Dataset content: Begin

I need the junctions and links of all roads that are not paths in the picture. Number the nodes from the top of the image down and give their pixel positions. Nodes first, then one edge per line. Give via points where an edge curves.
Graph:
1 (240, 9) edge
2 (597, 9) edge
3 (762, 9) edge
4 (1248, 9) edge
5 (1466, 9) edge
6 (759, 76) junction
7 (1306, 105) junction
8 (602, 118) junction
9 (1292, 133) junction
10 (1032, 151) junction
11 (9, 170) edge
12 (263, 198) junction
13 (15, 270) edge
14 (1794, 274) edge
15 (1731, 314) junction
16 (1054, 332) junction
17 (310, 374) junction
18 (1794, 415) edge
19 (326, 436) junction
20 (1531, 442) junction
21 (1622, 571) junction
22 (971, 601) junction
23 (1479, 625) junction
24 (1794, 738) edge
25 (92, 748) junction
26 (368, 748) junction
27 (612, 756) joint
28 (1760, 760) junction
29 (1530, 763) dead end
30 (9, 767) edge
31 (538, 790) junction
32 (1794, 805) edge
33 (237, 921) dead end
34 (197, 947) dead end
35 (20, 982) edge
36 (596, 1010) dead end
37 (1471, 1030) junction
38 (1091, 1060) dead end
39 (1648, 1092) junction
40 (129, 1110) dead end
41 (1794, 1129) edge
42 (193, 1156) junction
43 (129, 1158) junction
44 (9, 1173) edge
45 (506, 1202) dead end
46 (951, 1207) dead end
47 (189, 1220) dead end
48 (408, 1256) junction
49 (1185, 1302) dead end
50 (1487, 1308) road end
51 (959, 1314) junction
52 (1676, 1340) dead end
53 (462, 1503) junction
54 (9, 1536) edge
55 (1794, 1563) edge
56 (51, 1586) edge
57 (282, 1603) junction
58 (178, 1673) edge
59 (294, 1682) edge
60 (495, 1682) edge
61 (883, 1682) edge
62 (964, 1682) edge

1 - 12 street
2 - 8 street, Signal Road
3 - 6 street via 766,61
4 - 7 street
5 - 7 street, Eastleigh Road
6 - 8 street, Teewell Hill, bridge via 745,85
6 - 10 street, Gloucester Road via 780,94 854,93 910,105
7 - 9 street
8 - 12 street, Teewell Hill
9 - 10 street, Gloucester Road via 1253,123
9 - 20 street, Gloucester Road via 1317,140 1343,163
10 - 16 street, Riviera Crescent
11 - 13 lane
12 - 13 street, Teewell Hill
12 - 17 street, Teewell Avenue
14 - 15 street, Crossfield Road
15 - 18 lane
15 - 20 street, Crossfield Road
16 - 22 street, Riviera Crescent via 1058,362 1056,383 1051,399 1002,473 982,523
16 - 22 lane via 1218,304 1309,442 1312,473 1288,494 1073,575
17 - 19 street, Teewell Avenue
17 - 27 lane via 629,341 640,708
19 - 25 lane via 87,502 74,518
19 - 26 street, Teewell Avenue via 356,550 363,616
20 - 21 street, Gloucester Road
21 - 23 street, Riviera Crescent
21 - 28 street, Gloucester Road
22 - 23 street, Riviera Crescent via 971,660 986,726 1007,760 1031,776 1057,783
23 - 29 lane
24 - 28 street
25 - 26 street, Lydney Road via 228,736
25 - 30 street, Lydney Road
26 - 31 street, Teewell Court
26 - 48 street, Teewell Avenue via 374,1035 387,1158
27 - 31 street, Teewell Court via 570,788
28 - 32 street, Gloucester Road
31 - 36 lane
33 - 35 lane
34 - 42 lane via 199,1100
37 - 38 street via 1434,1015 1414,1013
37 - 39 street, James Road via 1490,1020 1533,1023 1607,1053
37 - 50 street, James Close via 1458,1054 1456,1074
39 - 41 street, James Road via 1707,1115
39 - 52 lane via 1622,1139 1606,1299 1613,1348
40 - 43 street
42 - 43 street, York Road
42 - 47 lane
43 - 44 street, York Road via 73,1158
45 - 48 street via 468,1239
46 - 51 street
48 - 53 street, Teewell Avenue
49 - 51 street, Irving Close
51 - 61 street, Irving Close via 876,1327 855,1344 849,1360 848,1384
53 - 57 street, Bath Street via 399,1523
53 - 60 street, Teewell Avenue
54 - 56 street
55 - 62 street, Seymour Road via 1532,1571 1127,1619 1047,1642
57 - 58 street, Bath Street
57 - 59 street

Dataset content: End

## Action item
Without any alteration, repeat each entry shown above.

## Exercise output
I need the junctions and links of all roads that are not paths in the picture. Number the nodes from the top of the image down and give their pixel positions. Nodes first, then one edge per line. Give via points where an edge curves.
Graph:
1 (240, 9) edge
2 (597, 9) edge
3 (762, 9) edge
4 (1248, 9) edge
5 (1466, 9) edge
6 (759, 76) junction
7 (1306, 105) junction
8 (602, 118) junction
9 (1292, 133) junction
10 (1032, 151) junction
11 (9, 170) edge
12 (263, 198) junction
13 (15, 270) edge
14 (1794, 274) edge
15 (1731, 314) junction
16 (1054, 332) junction
17 (310, 374) junction
18 (1794, 415) edge
19 (326, 436) junction
20 (1531, 442) junction
21 (1622, 571) junction
22 (971, 601) junction
23 (1479, 625) junction
24 (1794, 738) edge
25 (92, 748) junction
26 (368, 748) junction
27 (612, 756) joint
28 (1760, 760) junction
29 (1530, 763) dead end
30 (9, 767) edge
31 (538, 790) junction
32 (1794, 805) edge
33 (237, 921) dead end
34 (197, 947) dead end
35 (20, 982) edge
36 (596, 1010) dead end
37 (1471, 1030) junction
38 (1091, 1060) dead end
39 (1648, 1092) junction
40 (129, 1110) dead end
41 (1794, 1129) edge
42 (193, 1156) junction
43 (129, 1158) junction
44 (9, 1173) edge
45 (506, 1202) dead end
46 (951, 1207) dead end
47 (189, 1220) dead end
48 (408, 1256) junction
49 (1185, 1302) dead end
50 (1487, 1308) road end
51 (959, 1314) junction
52 (1676, 1340) dead end
53 (462, 1503) junction
54 (9, 1536) edge
55 (1794, 1563) edge
56 (51, 1586) edge
57 (282, 1603) junction
58 (178, 1673) edge
59 (294, 1682) edge
60 (495, 1682) edge
61 (883, 1682) edge
62 (964, 1682) edge

1 - 12 street
2 - 8 street, Signal Road
3 - 6 street via 766,61
4 - 7 street
5 - 7 street, Eastleigh Road
6 - 8 street, Teewell Hill, bridge via 745,85
6 - 10 street, Gloucester Road via 780,94 854,93 910,105
7 - 9 street
8 - 12 street, Teewell Hill
9 - 10 street, Gloucester Road via 1253,123
9 - 20 street, Gloucester Road via 1317,140 1343,163
10 - 16 street, Riviera Crescent
11 - 13 lane
12 - 13 street, Teewell Hill
12 - 17 street, Teewell Avenue
14 - 15 street, Crossfield Road
15 - 18 lane
15 - 20 street, Crossfield Road
16 - 22 street, Riviera Crescent via 1058,362 1056,383 1051,399 1002,473 982,523
16 - 22 lane via 1218,304 1309,442 1312,473 1288,494 1073,575
17 - 19 street, Teewell Avenue
17 - 27 lane via 629,341 640,708
19 - 25 lane via 87,502 74,518
19 - 26 street, Teewell Avenue via 356,550 363,616
20 - 21 street, Gloucester Road
21 - 23 street, Riviera Crescent
21 - 28 street, Gloucester Road
22 - 23 street, Riviera Crescent via 971,660 986,726 1007,760 1031,776 1057,783
23 - 29 lane
24 - 28 street
25 - 26 street, Lydney Road via 228,736
25 - 30 street, Lydney Road
26 - 31 street, Teewell Court
26 - 48 street, Teewell Avenue via 374,1035 387,1158
27 - 31 street, Teewell Court via 570,788
28 - 32 street, Gloucester Road
31 - 36 lane
33 - 35 lane
34 - 42 lane via 199,1100
37 - 38 street via 1434,1015 1414,1013
37 - 39 street, James Road via 1490,1020 1533,1023 1607,1053
37 - 50 street, James Close via 1458,1054 1456,1074
39 - 41 street, James Road via 1707,1115
39 - 52 lane via 1622,1139 1606,1299 1613,1348
40 - 43 street
42 - 43 street, York Road
42 - 47 lane
43 - 44 street, York Road via 73,1158
45 - 48 street via 468,1239
46 - 51 street
48 - 53 street, Teewell Avenue
49 - 51 street, Irving Close
51 - 61 street, Irving Close via 876,1327 855,1344 849,1360 848,1384
53 - 57 street, Bath Street via 399,1523
53 - 60 street, Teewell Avenue
54 - 56 street
55 - 62 street, Seymour Road via 1532,1571 1127,1619 1047,1642
57 - 58 street, Bath Street
57 - 59 street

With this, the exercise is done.